In addition, the Employer argues that the agreement calls for a seven-day work week such that the Employer is empowered to schedule unit members to work shifts which include those Sundays covered by its work permit as part of the employees’ regular shift, albeit at the increased pay rate demanded by R.I. G.L. § 25-1-6. The Employer further asserts that up until Sunday, November 10, 1974, members of the unit “have worked on Sunday pursuant to the contract when scheduled to do so”. (First Amended Complaint Par. 5).

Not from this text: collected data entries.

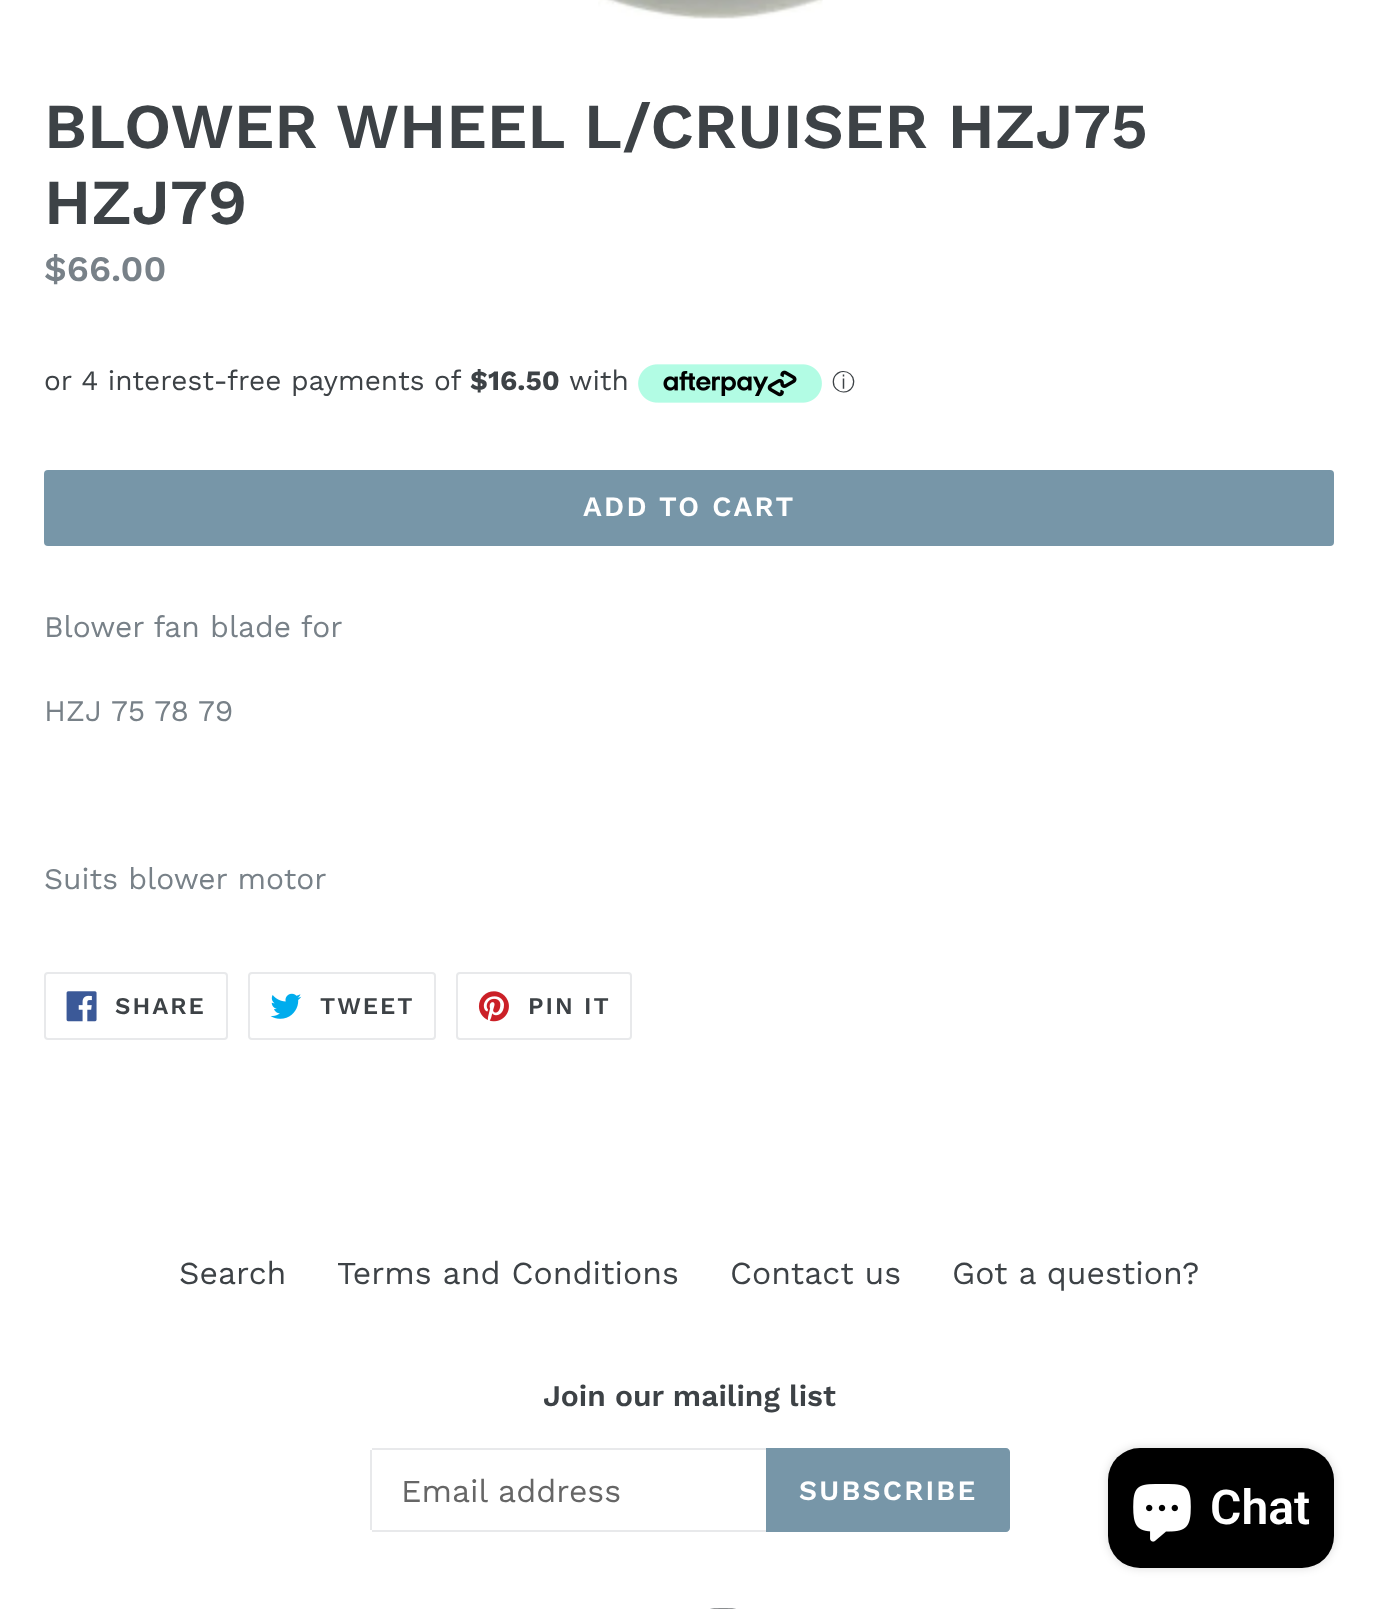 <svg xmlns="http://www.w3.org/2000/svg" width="1377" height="1609">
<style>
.a{font:600 64px Work Sans;fill:#3d4246}
.b{font:600 36px Work Sans;fill:#788188}
.c{font:28px Work Sans;fill:#3d4246}
.d{font:bold 28px Work Sans;fill:#3d4246}
.e{font:500 23px WenQuanYi Zen Hei;fill:#3d4246}
.f{font:600 28px Work Sans;letter-spacing:2.25px;fill:#fff}
.g{font:30px Work Sans;fill:#788188}
.h{font:600 24px Work Sans;letter-spacing:2px;fill:#3d4246}
.i{font:32px Work Sans;fill:#3d4246}
.j{font:600 30px Work Sans;fill:#3d4246}
.k{font:32px Work Sans;fill:#666}
.l{font:600 48px Roboto;fill:#fff}
</style>
<rect width="100%" height="100%" fill="#fff"/>
<image href="1.png" x="598" y="0" width="225" height="19"/>
<image href="2.png" x="638" y="364" width="184" height="39"/>
<rect fill="#7796a8" x="44" y="470" width="1290" height="76" rx="4"/>
<rect fill="none" stroke="#e8e9eb" stroke-width="2" x="45" y="973" width="182" height="66" rx="3"/>
<image href="3.png" x="66" y="991" width="31" height="31"/>
<rect fill="none" stroke="#e8e9eb" stroke-width="2" x="249" y="973" width="186" height="66" rx="3"/>
<image href="4.png" x="270" y="993" width="32" height="26"/>
<rect fill="none" stroke="#e8e9eb" stroke-width="2" x="457" y="973" width="174" height="66" rx="3"/>
<image href="5.png" x="478" y="991" width="31" height="31"/>
<path fill="#e8e9eb" d="M372 1448h394v2H372z"/>
<path fill="#e8e9eb" d="M372 1530h394v2H372z"/>
<path fill="#e8e9eb" d="M370 1450h2v80H370z"/>
<path fill="#7796a8" d="M766 1448h240c2 0 4 2 4 4v76c0 2-2 4-4 4h-240z"/>
<image href="6.png" x="710" y="1608" width="26" height="1"/>
<rect fill="#00000026" filter="blur(5px)" x="1108" y="1448" width="226" height="120" rx="32"/>
<rect fill="#000" x="1108" y="1448" width="226" height="120" rx="32"/>
<image href="7.png" x="1133" y="1484" width="58" height="58"/>
<text class="a" x="44" y="148">BLOWER WHEEL L/CRUISER HZJ75</text>
<text class="a" x="44" y="224">HZJ79</text>
<text class="b" x="44" y="281">$66.00</text>
<text class="c" x="44" y="390">or 4 interest-free payments of</text>
<text class="d" x="470" y="390">$16.50</text>
<text class="c" x="569" y="390">with</text>
<text class="e" x="832" y="390">ⓘ</text>
<text class="f" x="583" y="516">ADD TO CART</text>
<text class="g" x="44" y="637">Blower fan blade for</text>
<text class="g" x="44" y="721">HZJ 75 78 79</text>
<text class="g" x="44" y="889">Suits blower motor</text>
<text class="h" x="115" y="1014">SHARE</text>
<text class="h" x="320" y="1014">TWEET</text>
<text class="h" x="528" y="1014">PIN IT</text>
<text class="i" x="179" y="1284">Search</text>
<text class="i" x="337" y="1284">Terms and Conditions</text>
<text class="i" x="730" y="1284">Contact us</text>
<text class="i" x="952" y="1284">Got a question?</text>
<text class="j" x="543" y="1406">Join our mailing list</text>
<text class="k" x="401" y="1502">Email address</text>
<text class="f" x="799" y="1500">SUBSCRIBE</text>
<text class="l" x="1210" y="1524">Chat</text>
</svg> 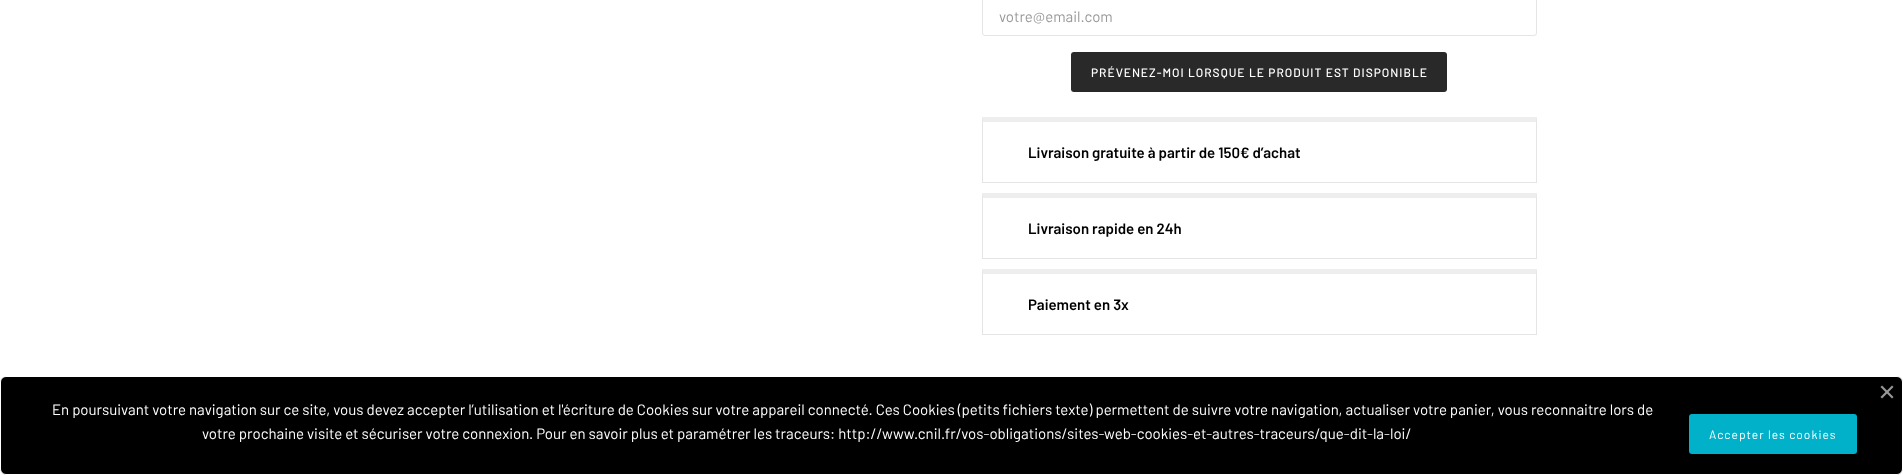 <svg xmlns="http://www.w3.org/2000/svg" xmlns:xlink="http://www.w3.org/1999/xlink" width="1903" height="475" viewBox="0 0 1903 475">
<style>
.cls-1{font:15px Barlow;fill:#999999}
.cls-2{font:500 12px Barlow;letter-spacing:1px;fill:#ffffff}
.cls-3{font:600 15px Barlow;fill:#000000}
.cls-4{font:15px Barlow;fill:#ffffff}
.cls-5{font:12px Barlow;letter-spacing:1px;fill:#ffffff}
</style>
<rect width="100%" height="100%" fill="#ffffff"/>
<rect fill="none" stroke="#e5e5e5" x="982.5" y="-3.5" width="554" height="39" rx="2.5"/>
<rect fill="#292929" x="1071" y="52" width="376" height="40" rx="3"/>
<path fill="#eeeeee" d="M982 117H1537L1536 122H983Z"/>
<path fill="#000000" fill-opacity="0.1" d="M1537 117V183L1536 182V122Z"/>
<path fill="#000000" fill-opacity="0.1" d="M1537 183H982L983 182H1536Z"/>
<path fill="#000000" fill-opacity="0.1" d="M982 183V117L983 122V182Z"/>
<path fill="#eeeeee" d="M982 193H1537L1536 198H983Z"/>
<path fill="#000000" fill-opacity="0.1" d="M1537 193V259L1536 258V198Z"/>
<path fill="#000000" fill-opacity="0.1" d="M1537 259H982L983 258H1536Z"/>
<path fill="#000000" fill-opacity="0.1" d="M982 259V193L983 198V258Z"/>
<path fill="#eeeeee" d="M982 269H1537L1536 274H983Z"/>
<path fill="#000000" fill-opacity="0.1" d="M1537 269V335L1536 334V274Z"/>
<path fill="#000000" fill-opacity="0.1" d="M1537 335H982L983 334H1536Z"/>
<path fill="#000000" fill-opacity="0.1" d="M982 335V269L983 274V334Z"/>
<rect fill="#000000" stroke="#ffffff" x="0.5" y="376.5" width="1902" height="98" rx="5.5"/>
<path fill="#999999" d="M1880.5 397L1892 385.5L1893.5 387L1882 398.5Z"/>
<path fill="#999999" d="M1882 385.5L1893.5 397L1892 398.5L1880.5 387Z"/>
<rect fill="#00b1c9" x="1689" y="414" width="168" height="40" rx="3"/>
<text class="cls-1" x="999" y="22">votre@email.com</text>
<text class="cls-2" x="1091" y="77">PRÉVENEZ-MOI LORSQUE LE PRODUIT EST DISPONIBLE</text>
<text class="cls-3" x="1028" y="158">Livraison gratuite à partir de 150€ d’achat</text>
<text class="cls-3" x="1028" y="234">Livraison rapide en 24h</text>
<text class="cls-3" x="1028" y="310">Paiement en 3x</text>
<text class="cls-4" x="52" y="415">En poursuivant votre navigation sur ce site, vous devez accepter l’utilisation et l'écriture de Cookies sur votre appareil connecté. Ces Cookies (petits fichiers texte) permettent de suivre votre navigation, actualiser votre panier, vous reconnaitre lors de</text>
<text class="cls-4" x="202" y="439">votre prochaine visite et sécuriser votre connexion. Pour en savoir plus et paramétrer les traceurs: http://www.cnil.fr/vos-obligations/sites-web-cookies-et-autres-traceurs/que-dit-la-loi/</text>
<text class="cls-5" x="1709" y="439">Accepter les cookies</text>
</svg>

On Sunday, November 10, 1974, members of the unit collectively refused to work the Sunday shift. Pursuant to the provisions of Article XI of the agreement, the Union filed a grievance disputing the Employer’s power to schedule Sunday work. Since November 10, Sunday operations at the plant have been performed by supervisory personnel. In response to what it viewed to be a violation of the no-strike clause and the grievance procedures of the agreement, the Employer filed this action in federal district court under § 301(a) of the Labor Management Relations Act (“LMRA”), 29 U.S.C. § 185(a), seeking a so-called “Boys Markets injunction”. Boys Markets v. Retail Clerks Union, Local 770, 398 U.S. 235, 90 S.Ct. 1583, 26 L.Ed.2d 199 (1970). The Employer contends that each Sunday’s cessation of work would result in $98,000.00 in lost production. Further, despite the language in Article XI, § 7(a) of the agreement absolving the Employer of any duty to arbitrate in the face of a work stoppage, the Employer represents that it is nonetheless ready and willing to process the dispute through the grievance and arbitration procedures of Article XI. (First Amended Complaint Par. 10).

The Union, of course, disputes the Employer’s interpretation of the agreement and contends that it does not authorize the Employer to schedule unit members to Sundays as part of their regular shift. Both parties agree, however, and the Court so finds, that the grievance in question is subject to the mandatory grievance and arbitration procedures outlined in Article XI of the agreement. Whether the contract does indeed empower the Employer to assign Sunday work is a question which must be left to the arbitral process. United Steelworkers of America v. American Manufacturing Co., 363 U.S. 564, 568-569, 80 S.Ct. 1343, 4 L.Ed.2d 1403 (1960); United Steelworkers of America v. Warrior & Gulf Navigation Co., 363 U.S. 574, 582-583, 80 S.Ct. 1347, 4 L.Ed.2d 1409 (1960).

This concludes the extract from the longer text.